Your comment about being in your home in front of your fireplace and celebrating with your family for your birthday and your comment about feeling old and not wanting to play the dating game really hit a sore spot in me.

I've gotten comments from friends that I just need to move on and get a boyfriend -- I'll feel better. If only it were that easy. My kids were not very happy with me but I spent my birthday this year working at a holiday bazaar. For my 50th birthday, my husband gave me a wonderfully orchestrated suprise birthday party that included web camming in friends from our dating days. Shortly before my 51st birthday, I got the ILYBINILWY speech and "I don't want to be married anymore." Shortly before my 52nd birthday, the D was signed, sealed, and delivered after a 25 year marriage. So, I can find plenty of empathy for your feelings regarding holidays and birthdays.

I've spent the last two years with a lot of anger and resentment, mainly because at a time I thought I would be working less and spending more time with H, kids, and grandkids, I work 70+ hours a week to balance out getting 50% of the bills on 1/5th of the income but I will not allow myself to be the statistical average "older" woman who never regains financial stability after the divorce -- quoted to me by my oh so blunt attorney. Alaska is a great state to live in but not if you are on the receiving end of a D.

So, I would simply say to you to give yourself time to grieve. A divorce, in my opinion, is really a more difficult life transition than the death of a spouse. To that, I added moving from our home of 23 years (although we were in the process of moving anyway so H did not have long commute, it became much more traumatic when there was no new family home), new job, loss of contact with long-term friends, and struggling with what HUD classifies "low income" for Alaska even though I was working one full-time and two part-time jobs (a light bulb moment as I was trying to purchase a place to live on my own as I hated the apartment and have two large dogs).
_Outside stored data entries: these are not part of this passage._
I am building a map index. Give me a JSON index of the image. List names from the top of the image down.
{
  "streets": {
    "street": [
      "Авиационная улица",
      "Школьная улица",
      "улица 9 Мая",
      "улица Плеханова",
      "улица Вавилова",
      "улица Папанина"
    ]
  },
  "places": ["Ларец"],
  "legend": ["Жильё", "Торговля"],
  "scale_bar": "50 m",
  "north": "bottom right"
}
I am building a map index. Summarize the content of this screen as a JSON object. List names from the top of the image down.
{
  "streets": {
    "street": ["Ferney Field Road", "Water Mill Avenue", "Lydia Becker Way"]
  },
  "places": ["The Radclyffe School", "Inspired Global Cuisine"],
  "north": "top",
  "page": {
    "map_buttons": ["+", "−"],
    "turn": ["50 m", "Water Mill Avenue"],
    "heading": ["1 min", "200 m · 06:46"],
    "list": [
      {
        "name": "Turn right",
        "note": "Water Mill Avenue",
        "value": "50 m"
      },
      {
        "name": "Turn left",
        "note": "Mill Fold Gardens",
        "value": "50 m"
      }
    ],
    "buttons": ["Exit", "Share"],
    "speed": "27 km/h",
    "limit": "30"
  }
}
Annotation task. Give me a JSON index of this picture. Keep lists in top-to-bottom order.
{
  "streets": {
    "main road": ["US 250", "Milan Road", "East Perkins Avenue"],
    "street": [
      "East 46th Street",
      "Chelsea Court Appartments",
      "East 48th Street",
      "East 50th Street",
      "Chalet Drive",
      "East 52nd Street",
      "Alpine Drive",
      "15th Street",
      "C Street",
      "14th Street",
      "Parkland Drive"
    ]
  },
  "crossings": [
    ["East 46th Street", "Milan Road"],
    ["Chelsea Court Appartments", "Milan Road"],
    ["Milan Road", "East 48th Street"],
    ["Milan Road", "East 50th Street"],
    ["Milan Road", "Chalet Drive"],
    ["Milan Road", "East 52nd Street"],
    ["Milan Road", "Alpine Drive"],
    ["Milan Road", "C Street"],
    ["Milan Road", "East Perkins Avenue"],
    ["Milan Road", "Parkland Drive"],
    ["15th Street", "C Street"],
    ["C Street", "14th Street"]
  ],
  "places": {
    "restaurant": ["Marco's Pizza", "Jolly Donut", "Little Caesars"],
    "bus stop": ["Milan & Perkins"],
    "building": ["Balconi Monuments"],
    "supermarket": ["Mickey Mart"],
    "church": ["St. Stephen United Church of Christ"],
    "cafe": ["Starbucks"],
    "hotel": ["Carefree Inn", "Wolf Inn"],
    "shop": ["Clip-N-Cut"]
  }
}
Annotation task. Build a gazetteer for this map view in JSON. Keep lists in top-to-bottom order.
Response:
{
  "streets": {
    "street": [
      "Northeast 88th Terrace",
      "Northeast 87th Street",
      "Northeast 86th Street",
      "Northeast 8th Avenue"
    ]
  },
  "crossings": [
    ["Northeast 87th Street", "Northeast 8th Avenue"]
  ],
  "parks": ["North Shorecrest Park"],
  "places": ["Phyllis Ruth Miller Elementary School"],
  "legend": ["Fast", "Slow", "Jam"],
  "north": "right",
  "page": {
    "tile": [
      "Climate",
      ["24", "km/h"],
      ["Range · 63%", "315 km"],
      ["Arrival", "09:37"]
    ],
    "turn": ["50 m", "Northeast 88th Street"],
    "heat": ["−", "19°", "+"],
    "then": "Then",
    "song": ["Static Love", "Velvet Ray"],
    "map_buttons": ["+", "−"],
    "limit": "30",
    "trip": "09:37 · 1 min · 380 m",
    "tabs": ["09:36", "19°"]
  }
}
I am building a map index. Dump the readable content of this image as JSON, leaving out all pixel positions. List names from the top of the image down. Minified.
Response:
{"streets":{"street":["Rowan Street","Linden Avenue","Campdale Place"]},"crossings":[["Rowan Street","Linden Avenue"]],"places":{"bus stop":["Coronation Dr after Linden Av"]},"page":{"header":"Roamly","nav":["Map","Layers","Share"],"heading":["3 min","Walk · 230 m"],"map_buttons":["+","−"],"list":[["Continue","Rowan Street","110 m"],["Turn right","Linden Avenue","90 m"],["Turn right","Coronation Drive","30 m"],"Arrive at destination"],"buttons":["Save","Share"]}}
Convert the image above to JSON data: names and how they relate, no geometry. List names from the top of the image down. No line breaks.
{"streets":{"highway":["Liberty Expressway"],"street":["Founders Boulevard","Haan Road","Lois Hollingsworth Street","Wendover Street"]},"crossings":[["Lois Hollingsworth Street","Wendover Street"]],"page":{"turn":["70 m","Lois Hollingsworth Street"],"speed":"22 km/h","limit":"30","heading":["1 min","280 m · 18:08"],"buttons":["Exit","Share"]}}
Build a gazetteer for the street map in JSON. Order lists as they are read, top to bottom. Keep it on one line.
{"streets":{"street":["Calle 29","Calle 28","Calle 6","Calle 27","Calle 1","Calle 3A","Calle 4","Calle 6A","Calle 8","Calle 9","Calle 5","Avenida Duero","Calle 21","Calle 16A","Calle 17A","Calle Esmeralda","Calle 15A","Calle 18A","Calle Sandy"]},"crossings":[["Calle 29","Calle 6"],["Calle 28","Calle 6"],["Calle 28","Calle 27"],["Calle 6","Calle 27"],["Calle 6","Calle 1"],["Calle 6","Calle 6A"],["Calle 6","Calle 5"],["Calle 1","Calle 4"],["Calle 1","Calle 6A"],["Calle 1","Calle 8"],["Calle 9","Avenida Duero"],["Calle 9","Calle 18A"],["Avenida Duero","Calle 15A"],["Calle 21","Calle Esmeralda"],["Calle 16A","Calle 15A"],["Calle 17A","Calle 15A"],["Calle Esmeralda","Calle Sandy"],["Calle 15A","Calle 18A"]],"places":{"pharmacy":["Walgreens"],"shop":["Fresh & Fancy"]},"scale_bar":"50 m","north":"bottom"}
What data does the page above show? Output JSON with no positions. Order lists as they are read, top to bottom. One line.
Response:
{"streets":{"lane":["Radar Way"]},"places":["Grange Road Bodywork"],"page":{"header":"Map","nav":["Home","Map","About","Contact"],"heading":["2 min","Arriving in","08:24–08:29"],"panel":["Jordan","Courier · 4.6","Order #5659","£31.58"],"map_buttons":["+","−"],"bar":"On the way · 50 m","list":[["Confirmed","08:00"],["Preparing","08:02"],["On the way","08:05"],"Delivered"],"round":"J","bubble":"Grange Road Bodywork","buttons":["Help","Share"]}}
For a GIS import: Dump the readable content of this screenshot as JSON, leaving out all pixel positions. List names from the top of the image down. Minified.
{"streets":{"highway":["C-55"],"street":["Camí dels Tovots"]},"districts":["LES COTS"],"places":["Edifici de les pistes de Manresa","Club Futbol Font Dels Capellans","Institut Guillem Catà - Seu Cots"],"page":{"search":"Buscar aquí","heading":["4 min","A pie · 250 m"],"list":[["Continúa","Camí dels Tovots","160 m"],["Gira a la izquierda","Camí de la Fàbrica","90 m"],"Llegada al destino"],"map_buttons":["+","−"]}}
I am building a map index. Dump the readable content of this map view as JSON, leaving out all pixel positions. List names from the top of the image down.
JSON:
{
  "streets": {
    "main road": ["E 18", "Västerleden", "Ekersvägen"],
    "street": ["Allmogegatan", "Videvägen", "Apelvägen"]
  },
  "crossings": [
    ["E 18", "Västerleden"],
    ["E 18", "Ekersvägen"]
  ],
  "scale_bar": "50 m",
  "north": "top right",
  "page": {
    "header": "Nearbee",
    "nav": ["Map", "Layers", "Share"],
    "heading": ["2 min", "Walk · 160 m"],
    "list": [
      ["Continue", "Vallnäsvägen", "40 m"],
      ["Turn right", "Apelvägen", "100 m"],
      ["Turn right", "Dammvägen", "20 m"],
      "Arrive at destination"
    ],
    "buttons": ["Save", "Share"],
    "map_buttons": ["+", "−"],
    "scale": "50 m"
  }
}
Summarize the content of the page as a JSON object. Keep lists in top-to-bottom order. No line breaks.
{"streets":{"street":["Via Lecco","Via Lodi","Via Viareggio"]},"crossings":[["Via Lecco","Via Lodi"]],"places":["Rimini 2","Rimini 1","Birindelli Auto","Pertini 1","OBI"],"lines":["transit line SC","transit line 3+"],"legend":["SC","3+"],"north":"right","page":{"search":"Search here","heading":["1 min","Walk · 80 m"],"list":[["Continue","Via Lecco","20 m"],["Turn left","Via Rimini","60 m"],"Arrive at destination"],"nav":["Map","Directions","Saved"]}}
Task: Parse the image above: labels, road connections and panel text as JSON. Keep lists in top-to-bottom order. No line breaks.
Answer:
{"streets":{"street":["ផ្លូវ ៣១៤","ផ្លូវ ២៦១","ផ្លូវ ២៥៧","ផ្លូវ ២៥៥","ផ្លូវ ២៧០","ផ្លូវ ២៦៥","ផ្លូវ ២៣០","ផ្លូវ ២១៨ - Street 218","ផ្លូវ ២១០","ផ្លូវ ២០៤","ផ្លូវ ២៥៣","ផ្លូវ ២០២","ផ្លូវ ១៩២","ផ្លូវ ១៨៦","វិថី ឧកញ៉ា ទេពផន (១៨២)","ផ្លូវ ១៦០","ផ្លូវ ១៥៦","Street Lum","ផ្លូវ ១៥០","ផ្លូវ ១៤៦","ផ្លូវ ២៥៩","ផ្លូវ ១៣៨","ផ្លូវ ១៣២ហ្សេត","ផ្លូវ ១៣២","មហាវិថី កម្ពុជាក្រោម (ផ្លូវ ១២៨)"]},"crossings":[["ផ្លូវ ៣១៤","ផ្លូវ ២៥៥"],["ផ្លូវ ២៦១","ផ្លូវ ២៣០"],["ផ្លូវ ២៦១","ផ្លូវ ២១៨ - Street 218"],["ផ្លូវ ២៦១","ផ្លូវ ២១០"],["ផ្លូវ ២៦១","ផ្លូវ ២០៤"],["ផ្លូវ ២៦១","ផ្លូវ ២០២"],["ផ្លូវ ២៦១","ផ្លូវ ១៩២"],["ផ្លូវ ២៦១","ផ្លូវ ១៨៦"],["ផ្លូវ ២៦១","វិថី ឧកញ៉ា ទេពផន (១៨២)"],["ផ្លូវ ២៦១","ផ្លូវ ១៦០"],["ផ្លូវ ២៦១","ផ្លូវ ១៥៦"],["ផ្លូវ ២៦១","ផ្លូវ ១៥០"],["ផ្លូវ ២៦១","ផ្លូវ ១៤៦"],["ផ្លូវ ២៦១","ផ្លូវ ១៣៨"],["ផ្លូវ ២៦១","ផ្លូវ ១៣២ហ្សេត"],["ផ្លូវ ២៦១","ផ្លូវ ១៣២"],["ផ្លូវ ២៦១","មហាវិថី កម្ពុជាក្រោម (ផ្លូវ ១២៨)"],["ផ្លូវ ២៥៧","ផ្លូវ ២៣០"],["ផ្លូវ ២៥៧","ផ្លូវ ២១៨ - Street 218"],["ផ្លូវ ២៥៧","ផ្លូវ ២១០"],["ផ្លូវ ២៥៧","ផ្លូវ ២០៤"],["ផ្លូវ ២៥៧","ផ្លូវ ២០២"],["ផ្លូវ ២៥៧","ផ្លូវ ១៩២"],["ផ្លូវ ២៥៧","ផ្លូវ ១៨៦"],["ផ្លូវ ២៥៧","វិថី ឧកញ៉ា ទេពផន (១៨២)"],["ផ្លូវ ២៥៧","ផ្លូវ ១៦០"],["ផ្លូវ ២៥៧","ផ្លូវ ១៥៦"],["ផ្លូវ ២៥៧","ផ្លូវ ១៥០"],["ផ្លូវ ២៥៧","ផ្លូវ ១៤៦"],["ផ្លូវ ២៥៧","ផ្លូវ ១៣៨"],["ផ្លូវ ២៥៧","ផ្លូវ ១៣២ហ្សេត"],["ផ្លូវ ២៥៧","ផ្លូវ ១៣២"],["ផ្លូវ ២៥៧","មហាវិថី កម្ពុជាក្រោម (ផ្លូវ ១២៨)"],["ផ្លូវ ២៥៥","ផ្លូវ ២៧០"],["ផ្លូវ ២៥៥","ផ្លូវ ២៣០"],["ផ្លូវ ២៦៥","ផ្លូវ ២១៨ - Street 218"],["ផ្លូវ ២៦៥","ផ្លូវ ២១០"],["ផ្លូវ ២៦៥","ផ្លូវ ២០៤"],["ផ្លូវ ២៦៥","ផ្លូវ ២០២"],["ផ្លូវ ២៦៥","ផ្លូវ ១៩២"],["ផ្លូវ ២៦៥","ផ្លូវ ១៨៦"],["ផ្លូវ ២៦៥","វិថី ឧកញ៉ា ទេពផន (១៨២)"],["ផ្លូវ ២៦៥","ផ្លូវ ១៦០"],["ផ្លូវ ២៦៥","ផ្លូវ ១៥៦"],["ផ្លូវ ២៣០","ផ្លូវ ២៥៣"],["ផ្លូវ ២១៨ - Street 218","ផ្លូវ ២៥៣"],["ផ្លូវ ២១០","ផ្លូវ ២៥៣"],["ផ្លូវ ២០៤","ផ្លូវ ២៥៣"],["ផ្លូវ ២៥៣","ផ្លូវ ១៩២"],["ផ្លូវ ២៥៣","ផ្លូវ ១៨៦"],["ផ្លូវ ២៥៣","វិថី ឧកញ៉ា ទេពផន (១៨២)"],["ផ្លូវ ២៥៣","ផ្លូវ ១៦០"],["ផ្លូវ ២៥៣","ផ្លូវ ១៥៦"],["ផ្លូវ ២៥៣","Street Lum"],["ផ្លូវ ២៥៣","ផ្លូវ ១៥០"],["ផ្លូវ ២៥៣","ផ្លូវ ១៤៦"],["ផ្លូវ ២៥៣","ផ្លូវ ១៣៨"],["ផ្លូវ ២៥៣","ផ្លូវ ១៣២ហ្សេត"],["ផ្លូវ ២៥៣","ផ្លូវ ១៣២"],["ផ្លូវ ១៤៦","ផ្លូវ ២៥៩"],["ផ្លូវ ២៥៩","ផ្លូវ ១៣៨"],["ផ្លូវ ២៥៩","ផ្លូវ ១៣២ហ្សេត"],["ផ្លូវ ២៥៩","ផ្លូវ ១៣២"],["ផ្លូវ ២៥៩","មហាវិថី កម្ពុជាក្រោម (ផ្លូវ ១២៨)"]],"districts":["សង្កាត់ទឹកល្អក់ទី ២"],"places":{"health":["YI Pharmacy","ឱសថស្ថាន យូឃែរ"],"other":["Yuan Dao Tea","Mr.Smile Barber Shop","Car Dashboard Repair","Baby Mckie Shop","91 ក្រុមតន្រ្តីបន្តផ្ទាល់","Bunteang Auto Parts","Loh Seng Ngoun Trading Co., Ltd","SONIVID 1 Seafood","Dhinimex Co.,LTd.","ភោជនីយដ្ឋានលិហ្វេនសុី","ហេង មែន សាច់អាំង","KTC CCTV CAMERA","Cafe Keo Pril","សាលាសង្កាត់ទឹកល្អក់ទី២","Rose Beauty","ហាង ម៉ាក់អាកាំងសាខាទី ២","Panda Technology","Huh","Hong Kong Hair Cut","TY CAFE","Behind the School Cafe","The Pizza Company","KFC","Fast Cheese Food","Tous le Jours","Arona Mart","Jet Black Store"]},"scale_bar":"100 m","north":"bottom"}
Even though I was with a lot of people, giving out samples of a new product I'm selling, I found myself thinking about our family a lot on Saturday. I've been on a couple of dates -- disasters, really. As much as I want to hate him, I still love XH and miss him a lot. I've had a lot of therapy on this BB, 1 on 1 counseling for this and a lot of other baggage, and I'm trying as hard as I can to be grateful for what I have including employment, a roof over my head, a car to drive, some really wonderful friends, and children and grandchildren who love me.

What any of us do from this point forward is our choice, without considering the influence it may have on a life partner. For what it's worth, I believe love itself is a choice once the head-over-heels phase of "love" runs it course and I don't buy into the it's not my fault I just fell out of love stuff. I've decided at this point to just be the person I am and do what inspires some happiness in my life. I still have those pangs of total aloneness when I startle awake from a dream and want to snuggle up -- only to realize I'm snuggling with my very hairy 120 pound German Shepherd and not XH -- or when I could really use a shoulder to lean on accompanied by a big hug. But when I look at our children and the hurt they've gone through I just don't see how "finding a boyfriend" could possibly resolve what's still going on in our family.

I don't really want to spend the rest of my life alone but for now that is the choice I've made. I don't know what type of basket case you were when you arrived here but I think you are certainly a wise, tempered person at this point in your life.